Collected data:

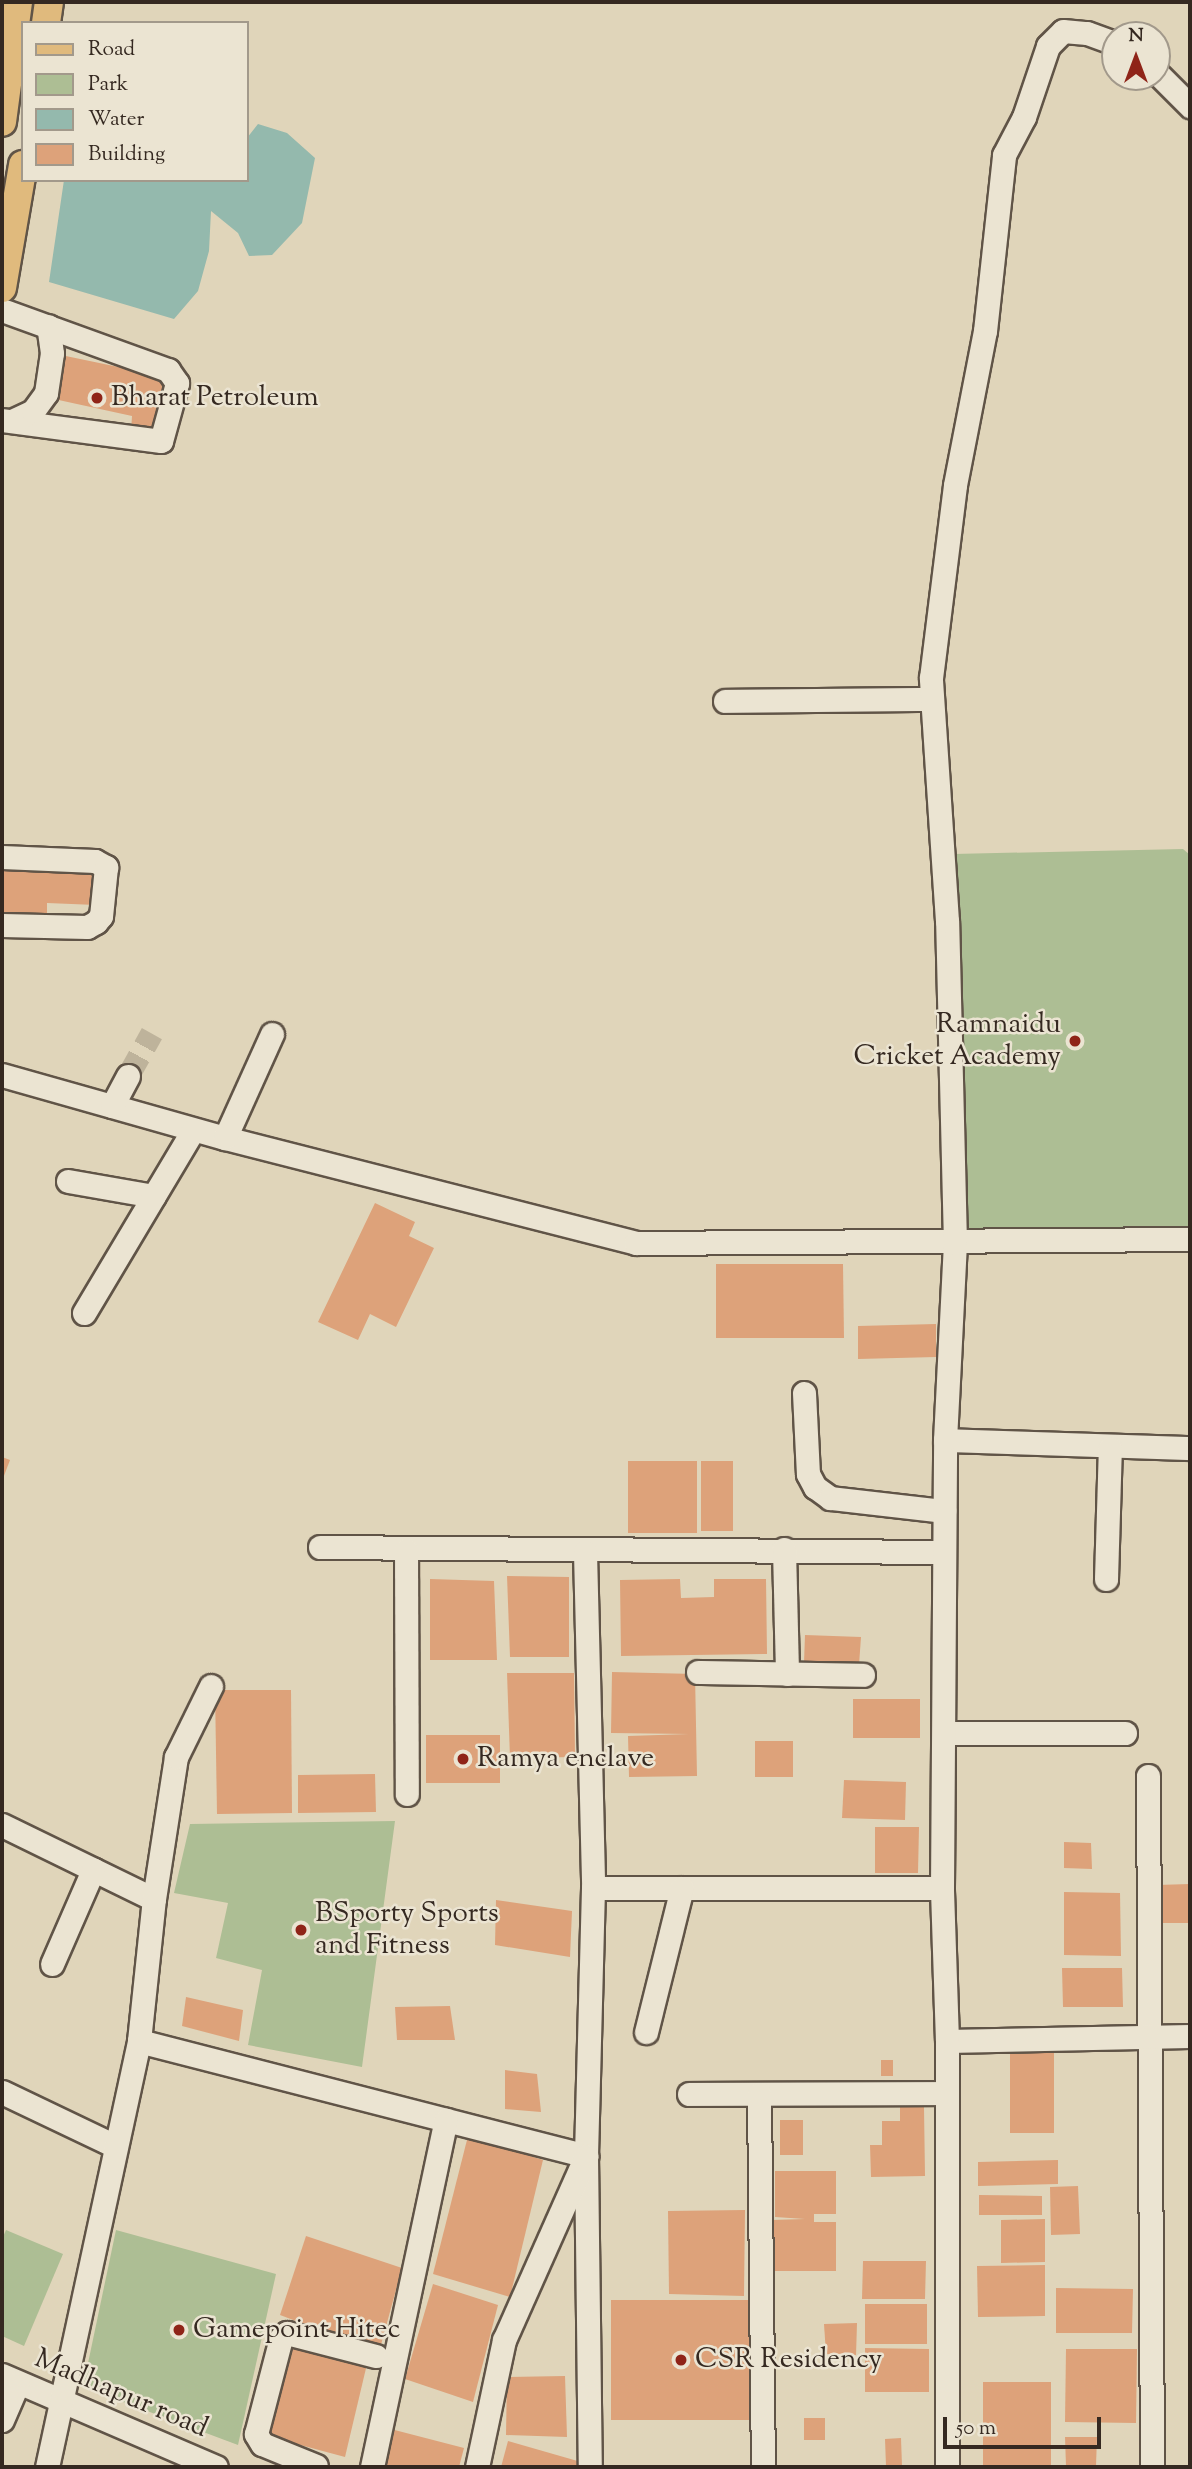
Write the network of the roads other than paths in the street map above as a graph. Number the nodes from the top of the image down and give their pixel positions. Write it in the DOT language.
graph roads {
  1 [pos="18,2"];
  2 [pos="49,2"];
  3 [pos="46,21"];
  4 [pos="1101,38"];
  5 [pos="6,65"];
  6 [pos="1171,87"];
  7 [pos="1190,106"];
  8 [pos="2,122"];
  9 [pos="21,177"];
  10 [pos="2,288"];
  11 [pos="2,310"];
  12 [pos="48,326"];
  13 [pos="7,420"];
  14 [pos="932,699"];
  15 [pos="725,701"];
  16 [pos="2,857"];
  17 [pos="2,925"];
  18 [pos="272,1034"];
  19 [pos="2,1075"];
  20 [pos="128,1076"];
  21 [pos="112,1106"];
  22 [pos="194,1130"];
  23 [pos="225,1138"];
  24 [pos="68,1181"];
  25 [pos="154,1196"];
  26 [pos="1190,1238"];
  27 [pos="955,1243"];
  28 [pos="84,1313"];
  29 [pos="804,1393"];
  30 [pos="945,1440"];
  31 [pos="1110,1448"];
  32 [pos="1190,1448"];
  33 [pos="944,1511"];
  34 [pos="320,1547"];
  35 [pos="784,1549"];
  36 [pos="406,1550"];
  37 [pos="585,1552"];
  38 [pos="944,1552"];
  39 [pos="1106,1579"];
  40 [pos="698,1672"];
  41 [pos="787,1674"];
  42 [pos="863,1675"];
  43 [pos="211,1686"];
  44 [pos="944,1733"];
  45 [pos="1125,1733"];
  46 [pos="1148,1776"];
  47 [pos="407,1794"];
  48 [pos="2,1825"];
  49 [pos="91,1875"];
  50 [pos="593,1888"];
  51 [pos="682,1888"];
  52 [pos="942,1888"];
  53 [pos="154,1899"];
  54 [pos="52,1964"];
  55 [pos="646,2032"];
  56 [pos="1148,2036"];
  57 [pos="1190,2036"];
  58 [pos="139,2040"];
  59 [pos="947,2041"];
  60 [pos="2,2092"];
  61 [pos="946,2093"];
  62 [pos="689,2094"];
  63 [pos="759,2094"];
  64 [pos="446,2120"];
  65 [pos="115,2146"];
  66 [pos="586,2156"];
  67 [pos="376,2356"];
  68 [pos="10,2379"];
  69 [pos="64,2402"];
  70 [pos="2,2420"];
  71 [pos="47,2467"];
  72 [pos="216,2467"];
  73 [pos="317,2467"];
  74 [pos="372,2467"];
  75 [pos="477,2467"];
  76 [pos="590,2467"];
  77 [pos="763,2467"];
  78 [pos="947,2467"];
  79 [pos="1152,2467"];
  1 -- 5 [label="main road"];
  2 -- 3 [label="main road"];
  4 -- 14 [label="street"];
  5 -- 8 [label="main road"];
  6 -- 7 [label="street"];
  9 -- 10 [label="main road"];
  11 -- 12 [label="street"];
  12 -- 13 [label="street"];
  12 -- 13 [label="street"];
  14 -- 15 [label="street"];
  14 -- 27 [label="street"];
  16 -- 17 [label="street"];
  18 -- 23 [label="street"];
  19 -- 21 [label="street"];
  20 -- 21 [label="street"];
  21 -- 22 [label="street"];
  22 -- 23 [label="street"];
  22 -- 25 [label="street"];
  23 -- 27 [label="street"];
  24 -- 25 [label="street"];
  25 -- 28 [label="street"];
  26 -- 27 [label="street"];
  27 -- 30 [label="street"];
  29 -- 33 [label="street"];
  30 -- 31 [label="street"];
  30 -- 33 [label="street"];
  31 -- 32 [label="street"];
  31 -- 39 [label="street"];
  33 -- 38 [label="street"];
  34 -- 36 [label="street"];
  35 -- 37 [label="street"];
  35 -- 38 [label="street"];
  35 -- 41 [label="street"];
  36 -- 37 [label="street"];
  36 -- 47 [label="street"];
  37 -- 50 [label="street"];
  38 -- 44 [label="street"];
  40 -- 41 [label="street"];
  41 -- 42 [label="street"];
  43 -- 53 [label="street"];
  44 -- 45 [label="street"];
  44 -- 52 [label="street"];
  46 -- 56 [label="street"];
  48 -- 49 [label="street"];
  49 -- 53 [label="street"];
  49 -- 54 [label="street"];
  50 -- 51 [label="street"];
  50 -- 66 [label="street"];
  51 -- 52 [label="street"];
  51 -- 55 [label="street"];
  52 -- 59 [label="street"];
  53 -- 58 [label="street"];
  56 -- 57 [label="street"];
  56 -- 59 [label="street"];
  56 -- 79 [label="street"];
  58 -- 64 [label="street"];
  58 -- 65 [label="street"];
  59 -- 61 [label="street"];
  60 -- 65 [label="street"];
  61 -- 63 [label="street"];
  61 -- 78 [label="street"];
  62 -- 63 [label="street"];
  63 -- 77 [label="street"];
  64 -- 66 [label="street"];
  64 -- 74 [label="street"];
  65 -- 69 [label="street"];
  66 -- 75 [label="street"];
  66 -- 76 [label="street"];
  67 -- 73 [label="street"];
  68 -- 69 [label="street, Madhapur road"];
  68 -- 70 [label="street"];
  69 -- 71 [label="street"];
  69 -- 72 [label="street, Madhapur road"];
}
...
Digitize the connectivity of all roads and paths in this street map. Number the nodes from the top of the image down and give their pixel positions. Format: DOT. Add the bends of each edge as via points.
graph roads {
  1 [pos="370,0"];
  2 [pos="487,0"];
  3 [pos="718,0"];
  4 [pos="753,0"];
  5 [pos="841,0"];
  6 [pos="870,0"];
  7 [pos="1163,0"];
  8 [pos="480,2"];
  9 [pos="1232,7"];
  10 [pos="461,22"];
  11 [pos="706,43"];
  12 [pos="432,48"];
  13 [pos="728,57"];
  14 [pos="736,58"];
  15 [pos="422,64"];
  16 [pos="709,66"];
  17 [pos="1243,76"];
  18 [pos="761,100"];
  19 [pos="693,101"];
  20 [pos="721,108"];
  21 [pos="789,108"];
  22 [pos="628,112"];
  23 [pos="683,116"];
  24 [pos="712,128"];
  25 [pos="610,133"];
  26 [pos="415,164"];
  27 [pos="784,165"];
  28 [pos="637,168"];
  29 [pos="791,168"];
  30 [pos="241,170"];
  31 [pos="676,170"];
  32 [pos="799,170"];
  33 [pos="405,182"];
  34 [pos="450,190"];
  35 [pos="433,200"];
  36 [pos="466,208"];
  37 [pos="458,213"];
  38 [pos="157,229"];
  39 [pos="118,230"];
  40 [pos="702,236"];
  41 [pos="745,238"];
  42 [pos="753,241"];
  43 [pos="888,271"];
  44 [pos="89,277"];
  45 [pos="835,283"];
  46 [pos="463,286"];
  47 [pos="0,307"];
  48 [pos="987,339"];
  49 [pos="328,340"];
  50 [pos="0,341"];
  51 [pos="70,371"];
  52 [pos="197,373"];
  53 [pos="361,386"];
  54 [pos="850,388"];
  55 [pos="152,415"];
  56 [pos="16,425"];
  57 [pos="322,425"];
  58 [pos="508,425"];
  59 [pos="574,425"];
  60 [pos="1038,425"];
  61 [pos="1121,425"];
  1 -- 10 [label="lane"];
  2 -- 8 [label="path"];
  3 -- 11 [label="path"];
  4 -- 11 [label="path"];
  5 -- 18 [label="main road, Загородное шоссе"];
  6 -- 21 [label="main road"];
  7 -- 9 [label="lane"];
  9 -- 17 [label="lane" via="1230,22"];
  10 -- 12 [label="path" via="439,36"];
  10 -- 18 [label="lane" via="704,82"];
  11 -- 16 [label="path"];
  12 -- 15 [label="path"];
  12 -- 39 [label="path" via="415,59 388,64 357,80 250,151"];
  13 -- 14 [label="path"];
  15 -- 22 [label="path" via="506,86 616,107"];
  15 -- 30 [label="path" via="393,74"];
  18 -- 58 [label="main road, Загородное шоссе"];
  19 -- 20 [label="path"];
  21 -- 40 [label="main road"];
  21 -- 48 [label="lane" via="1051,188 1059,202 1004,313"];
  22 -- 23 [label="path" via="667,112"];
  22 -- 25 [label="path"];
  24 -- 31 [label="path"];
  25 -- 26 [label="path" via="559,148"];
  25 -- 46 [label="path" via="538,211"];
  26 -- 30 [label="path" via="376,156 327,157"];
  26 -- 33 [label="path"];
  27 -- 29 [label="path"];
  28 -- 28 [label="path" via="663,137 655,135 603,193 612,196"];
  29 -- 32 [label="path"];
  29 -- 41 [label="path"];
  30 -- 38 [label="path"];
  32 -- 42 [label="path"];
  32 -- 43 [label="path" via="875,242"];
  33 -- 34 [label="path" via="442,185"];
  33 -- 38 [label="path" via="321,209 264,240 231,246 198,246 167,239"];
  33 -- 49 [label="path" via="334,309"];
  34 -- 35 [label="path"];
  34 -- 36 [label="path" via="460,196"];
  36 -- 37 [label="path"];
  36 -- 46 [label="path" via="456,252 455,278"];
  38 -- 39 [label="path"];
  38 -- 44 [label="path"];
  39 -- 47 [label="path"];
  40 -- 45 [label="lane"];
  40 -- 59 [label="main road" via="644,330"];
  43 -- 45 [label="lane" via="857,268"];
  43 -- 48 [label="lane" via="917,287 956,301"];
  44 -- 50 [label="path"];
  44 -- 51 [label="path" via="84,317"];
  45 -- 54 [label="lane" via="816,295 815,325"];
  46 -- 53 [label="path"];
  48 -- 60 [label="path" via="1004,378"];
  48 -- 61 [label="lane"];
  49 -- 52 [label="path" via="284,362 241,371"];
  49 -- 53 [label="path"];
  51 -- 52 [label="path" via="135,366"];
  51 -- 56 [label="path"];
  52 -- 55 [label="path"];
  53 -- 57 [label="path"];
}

→ **Problem details**
Copy all lines above containing the string "Загородное".

→ **Output for this exercise**
  5 -- 18 [label="main road, Загородное шоссе"];
  18 -- 58 [label="main road, Загородное шоссе"];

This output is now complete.